Греки, замечал Гёте, не тосковали по беспредельному, а ощущали себя в этом мире как дома. Жажда утраченной «классической» цельности – отличительная черта романтизма. Романтическая тоска Гёльдерлина по воссоединению с божественным происходит в нем не только от раннего неоплатонизма, но и от христианских корней. Во всеохватной мифо-исторической схеме, которую он выстроил, Христос считается просто последним из богов, ходившим по Земле до того, как опустилась ночь; однако последние гимны Гёльдерлина намекают на проблески примирения, новой близости с Христом, если не с христианством как религией:

И все же,

Вы, боги древние, и вы,

Отважные сыны богов,

Я ищу еще одного, кого

Я люблю среди вас…

Мастер и господин!

Ты, мой учитель!

В каком далеке

Ты остался?[854]

Куда завели бы Гёльдерлина его искания, если б не погас в нем свет в тридцать шесть лет, остается только догадываться. Из его жизни после жизни, из тех лет, что он провел в башне, остался один текст, по которому можно судить о направлении его мысли. В 1823 году его друг и биограф Вайблингер опубликовал фрагмент поэтизированной прозы объемом в семьсот слов, который, по словам Вайблингера, он извлек из бумаг поэта. Если принять подлинность этого документа, он подсказывает, что во времена такой обездоленности, какую Гёльдерлин предвидеть не мог, глубинная надежда в нем осталась не омраченной – его вера, что наша творческая способность, способность к созданию смыслов не даст нам пропасть. Цитирую из перевода Ричарда Сибёрта:

Неведом Бог?

Как небо он проявлен? Я в это склонен

Верить. Вот человеку мера.

Достойно, однако ж поэтически

Он на Земле бытует, человек. Но тени

Звездной ночи не чище, да позволят мне

             сказать,

Человека, а он, как говорят, – по образу

          Господню[855].

* * *

Михаэль Гамбургер (1924–2007) родился в Германии. В 1933 году семья Гамбургеров эмигрировала в Британию, где они гладко влились в интеллигентскую часть верхушки среднего класса. Гамбургер был не по годам одаренным учеником, в семнадцать лет получил стипендию в Оксфорде на изучение французского и немецкого языков. Первая книга в его переводе «Гёльдерлин. Стихи и фрагменты» была напечатана малым издательством в 1943 году.

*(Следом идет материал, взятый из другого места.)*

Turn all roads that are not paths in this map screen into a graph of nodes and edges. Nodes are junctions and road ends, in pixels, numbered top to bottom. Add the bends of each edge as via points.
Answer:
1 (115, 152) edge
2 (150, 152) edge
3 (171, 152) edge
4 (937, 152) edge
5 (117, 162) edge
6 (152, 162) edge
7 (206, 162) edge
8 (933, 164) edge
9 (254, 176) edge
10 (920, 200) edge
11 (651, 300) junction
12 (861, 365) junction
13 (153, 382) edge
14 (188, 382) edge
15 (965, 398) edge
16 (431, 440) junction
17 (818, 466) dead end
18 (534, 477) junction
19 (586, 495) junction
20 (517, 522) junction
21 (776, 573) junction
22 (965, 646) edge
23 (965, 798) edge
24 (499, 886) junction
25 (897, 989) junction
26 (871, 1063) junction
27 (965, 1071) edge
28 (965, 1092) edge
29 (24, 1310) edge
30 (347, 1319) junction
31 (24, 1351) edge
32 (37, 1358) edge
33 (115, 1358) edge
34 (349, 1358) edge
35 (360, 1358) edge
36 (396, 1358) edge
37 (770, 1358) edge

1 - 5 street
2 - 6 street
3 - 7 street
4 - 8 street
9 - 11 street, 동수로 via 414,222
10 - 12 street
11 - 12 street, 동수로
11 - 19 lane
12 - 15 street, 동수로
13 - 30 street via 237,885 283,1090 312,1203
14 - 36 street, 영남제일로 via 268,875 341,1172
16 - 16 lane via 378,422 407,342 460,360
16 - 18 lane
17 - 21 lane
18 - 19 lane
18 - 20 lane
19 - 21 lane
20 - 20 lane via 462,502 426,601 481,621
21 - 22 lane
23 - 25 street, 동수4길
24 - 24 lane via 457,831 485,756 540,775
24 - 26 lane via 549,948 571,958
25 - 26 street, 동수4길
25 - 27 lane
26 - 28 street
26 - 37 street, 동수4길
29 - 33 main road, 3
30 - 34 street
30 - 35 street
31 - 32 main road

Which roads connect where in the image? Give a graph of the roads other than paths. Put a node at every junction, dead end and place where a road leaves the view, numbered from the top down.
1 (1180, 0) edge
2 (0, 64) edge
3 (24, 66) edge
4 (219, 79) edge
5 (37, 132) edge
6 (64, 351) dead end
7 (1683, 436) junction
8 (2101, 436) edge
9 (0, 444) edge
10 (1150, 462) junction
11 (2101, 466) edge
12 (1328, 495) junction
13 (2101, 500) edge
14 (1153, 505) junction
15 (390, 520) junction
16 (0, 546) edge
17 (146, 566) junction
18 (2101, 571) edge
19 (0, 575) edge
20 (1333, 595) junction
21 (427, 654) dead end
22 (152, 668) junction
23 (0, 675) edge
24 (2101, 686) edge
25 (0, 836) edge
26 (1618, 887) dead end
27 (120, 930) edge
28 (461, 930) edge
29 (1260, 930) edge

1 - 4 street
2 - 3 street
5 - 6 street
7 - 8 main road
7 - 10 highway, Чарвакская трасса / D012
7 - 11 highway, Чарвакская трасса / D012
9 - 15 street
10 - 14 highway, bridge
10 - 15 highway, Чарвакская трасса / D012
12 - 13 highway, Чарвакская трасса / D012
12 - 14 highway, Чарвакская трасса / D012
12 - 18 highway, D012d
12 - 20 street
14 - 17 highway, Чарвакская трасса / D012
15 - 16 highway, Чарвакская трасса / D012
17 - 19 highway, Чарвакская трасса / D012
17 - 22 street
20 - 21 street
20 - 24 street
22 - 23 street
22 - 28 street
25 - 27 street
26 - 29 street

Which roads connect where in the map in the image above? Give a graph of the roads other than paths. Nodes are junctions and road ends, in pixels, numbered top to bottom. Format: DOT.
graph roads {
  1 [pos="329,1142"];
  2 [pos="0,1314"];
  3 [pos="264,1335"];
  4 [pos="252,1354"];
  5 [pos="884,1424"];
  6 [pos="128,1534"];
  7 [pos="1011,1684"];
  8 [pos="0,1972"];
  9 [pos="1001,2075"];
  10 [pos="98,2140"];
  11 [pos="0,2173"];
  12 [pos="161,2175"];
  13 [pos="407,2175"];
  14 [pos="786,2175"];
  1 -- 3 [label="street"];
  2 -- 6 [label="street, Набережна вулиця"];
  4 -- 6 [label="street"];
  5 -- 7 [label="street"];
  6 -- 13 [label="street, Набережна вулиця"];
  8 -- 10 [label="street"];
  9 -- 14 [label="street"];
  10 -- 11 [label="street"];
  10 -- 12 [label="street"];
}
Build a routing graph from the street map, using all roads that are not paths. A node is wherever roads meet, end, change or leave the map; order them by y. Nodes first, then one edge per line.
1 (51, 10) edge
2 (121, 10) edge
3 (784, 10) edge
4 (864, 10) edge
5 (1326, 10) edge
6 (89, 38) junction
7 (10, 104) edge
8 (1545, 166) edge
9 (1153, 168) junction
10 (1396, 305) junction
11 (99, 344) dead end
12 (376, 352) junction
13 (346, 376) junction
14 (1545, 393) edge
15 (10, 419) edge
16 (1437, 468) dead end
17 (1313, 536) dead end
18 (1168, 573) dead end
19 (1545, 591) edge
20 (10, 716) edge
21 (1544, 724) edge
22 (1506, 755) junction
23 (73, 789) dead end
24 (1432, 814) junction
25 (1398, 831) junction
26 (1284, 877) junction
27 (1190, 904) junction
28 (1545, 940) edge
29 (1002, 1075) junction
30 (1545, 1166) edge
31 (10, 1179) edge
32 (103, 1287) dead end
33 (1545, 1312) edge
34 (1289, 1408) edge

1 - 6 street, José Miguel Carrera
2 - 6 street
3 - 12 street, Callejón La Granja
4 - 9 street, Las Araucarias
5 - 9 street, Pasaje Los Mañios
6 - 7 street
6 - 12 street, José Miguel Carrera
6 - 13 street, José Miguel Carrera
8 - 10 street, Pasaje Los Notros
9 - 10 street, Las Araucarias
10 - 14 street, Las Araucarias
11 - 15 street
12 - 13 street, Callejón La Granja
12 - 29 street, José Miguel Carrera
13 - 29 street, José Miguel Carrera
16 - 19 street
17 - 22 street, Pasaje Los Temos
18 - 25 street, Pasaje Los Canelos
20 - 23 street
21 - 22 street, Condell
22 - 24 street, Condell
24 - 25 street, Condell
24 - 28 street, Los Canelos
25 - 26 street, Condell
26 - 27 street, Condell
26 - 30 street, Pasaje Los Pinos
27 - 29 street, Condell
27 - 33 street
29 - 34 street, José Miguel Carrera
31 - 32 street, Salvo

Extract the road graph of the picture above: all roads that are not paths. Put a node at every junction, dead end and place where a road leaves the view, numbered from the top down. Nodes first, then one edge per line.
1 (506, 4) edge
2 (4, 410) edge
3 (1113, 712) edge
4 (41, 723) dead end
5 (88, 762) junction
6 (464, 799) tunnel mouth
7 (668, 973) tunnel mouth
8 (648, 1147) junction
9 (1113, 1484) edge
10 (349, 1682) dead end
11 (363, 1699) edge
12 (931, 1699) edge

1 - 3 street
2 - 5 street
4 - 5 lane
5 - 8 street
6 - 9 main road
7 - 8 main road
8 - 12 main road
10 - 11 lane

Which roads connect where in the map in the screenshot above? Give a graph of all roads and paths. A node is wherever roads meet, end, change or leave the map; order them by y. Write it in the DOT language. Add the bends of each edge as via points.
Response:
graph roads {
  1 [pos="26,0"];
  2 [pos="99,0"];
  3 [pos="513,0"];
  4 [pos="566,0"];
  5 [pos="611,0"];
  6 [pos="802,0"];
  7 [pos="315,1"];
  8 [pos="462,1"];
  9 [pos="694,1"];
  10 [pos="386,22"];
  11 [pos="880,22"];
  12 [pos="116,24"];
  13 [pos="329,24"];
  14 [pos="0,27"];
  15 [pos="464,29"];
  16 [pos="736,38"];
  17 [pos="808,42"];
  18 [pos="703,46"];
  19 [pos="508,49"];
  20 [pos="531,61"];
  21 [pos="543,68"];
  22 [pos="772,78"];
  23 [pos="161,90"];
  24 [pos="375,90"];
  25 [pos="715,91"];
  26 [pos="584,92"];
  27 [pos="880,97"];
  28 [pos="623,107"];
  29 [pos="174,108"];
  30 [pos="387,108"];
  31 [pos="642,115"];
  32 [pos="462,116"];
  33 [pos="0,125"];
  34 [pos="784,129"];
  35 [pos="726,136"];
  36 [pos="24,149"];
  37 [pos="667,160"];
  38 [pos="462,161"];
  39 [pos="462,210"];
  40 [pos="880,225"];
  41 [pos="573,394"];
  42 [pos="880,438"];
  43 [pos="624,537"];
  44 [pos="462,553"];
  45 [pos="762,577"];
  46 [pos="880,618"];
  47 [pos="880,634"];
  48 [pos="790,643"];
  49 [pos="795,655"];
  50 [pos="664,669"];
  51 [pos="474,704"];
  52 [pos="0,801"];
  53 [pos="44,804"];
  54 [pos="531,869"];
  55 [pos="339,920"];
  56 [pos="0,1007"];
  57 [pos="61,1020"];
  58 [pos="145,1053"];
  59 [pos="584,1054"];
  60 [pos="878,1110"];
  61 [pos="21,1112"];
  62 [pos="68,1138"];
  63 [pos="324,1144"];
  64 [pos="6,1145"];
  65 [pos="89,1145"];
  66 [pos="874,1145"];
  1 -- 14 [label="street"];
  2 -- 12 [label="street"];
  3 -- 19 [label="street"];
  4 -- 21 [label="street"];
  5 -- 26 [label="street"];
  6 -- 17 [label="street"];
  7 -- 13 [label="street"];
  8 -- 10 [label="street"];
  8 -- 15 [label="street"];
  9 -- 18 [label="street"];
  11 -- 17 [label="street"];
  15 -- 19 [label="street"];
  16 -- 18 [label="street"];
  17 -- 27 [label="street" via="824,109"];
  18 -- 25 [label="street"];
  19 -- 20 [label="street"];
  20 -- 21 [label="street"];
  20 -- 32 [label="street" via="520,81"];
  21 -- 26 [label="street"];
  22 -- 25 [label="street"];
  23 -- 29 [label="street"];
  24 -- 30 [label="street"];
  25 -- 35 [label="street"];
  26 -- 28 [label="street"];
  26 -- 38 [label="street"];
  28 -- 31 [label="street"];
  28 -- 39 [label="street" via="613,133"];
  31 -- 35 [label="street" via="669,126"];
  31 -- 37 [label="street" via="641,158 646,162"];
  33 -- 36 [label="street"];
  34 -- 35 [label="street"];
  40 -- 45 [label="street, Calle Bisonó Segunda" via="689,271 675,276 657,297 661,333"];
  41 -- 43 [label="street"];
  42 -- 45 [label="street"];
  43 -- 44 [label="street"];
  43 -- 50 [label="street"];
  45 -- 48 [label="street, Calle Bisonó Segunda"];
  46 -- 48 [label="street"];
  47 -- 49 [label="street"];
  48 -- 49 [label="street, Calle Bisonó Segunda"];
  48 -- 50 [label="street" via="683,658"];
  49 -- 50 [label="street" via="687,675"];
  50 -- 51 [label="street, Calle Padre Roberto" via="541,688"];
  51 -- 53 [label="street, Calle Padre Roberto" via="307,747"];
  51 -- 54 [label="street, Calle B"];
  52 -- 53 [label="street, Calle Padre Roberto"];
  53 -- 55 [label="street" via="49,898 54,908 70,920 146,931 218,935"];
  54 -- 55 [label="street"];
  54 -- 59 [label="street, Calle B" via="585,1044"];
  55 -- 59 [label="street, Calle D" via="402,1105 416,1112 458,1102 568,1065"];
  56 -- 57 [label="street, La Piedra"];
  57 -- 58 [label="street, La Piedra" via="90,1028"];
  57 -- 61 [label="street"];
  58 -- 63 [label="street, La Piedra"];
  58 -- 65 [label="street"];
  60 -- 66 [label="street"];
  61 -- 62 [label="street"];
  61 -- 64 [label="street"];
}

От этих ранних вариантов перевода он позднее так или иначе отрекся. В 1952 году появилась новая, расширенная подборка переводов из Гёльдерлина, а следом, в 1966-м, – сборник, предполагавшийся как «окончательный по составу и изложению». Хотя в 1990-м в этот сборник добавилось еще несколько стихотворений, основной корпус улучшенного издания 2004 года относится к 1960-м.

К тому времени Гамбургер был уже настоящим патриархом среди переводчиков современной немецкой поэзии. И все же в мемуарах он признается в некотором отчаянии от того, что лучше всего известен именно как переводчик. Еще юношей он отчетливо имел творческие устремления, и некоторое время его собственные стихи попадали в антологии современной британской поэзии. Как целое его «Собрание стихотворений» излагает историю писателя с определенным дарованием, который так и не нашел свою истинную тему, к середине жизни бросил поиски и удовлетворился сочинением стихов от случая к случаю.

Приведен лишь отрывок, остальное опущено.